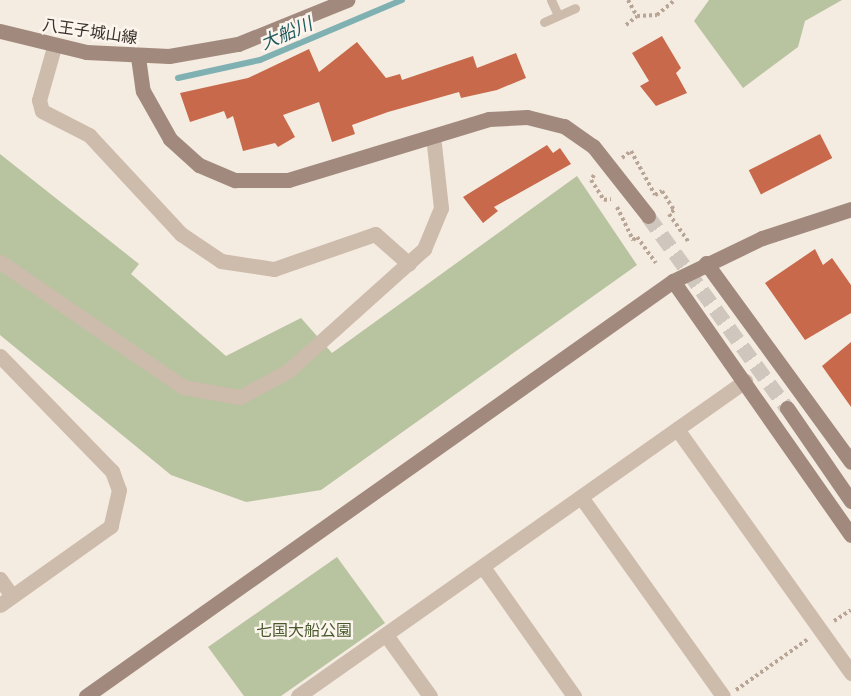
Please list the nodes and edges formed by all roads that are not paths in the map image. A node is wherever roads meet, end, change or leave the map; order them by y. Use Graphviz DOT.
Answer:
graph roads {
  1 [pos="347,0"];
  2 [pos="551,0"];
  3 [pos="575,8"];
  4 [pos="558,15"];
  5 [pos="544,21"];
  6 [pos="0,32"];
  7 [pos="54,47"];
  8 [pos="138,57"];
  9 [pos="433,136"];
  10 [pos="851,209"];
  11 [pos="648,216"];
  12 [pos="0,262"];
  13 [pos="706,263"];
  14 [pos="409,264"];
  15 [pos="673,280"];
  16 [pos="0,356"];
  17 [pos="745,381"];
  18 [pos="787,408"];
  19 [pos="677,429"];
  20 [pos="851,462"];
  21 [pos="581,497"];
  22 [pos="851,501"];
  23 [pos="851,535"];
  24 [pos="483,567"];
  25 [pos="0,579"];
  26 [pos="6,601"];
  27 [pos="386,635"];
  28 [pos="851,673"];
  29 [pos="86,696"];
  30 [pos="298,696"];
  31 [pos="430,696"];
  32 [pos="574,696"];
  33 [pos="725,696"];
  1 -- 8 [label="street, 八王子城山線"];
  2 -- 4 [label="lane"];
  3 -- 4 [label="lane"];
  4 -- 5 [label="lane"];
  6 -- 7 [label="street, 八王子城山線"];
  7 -- 8 [label="street, 八王子城山線"];
  7 -- 14 [label="street"];
  8 -- 9 [label="street"];
  9 -- 11 [label="street"];
  9 -- 14 [label="street"];
  10 -- 13 [label="street"];
  12 -- 14 [label="street"];
  13 -- 15 [label="street"];
  13 -- 20 [label="street"];
  15 -- 17 [label="street"];
  15 -- 29 [label="street"];
  16 -- 26 [label="street"];
  17 -- 19 [label="street"];
  17 -- 23 [label="street"];
  18 -- 22 [label="street"];
  19 -- 21 [label="street"];
  19 -- 28 [label="street"];
  21 -- 24 [label="street"];
  21 -- 33 [label="street"];
  24 -- 27 [label="street"];
  24 -- 32 [label="street"];
  25 -- 26 [label="street"];
  27 -- 30 [label="street"];
  27 -- 31 [label="street"];
}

AIM OF THE EXERCISE: Go through the listing and work out how many lines include the string "lane". Give only the number.

EXERCISE RESULT: 3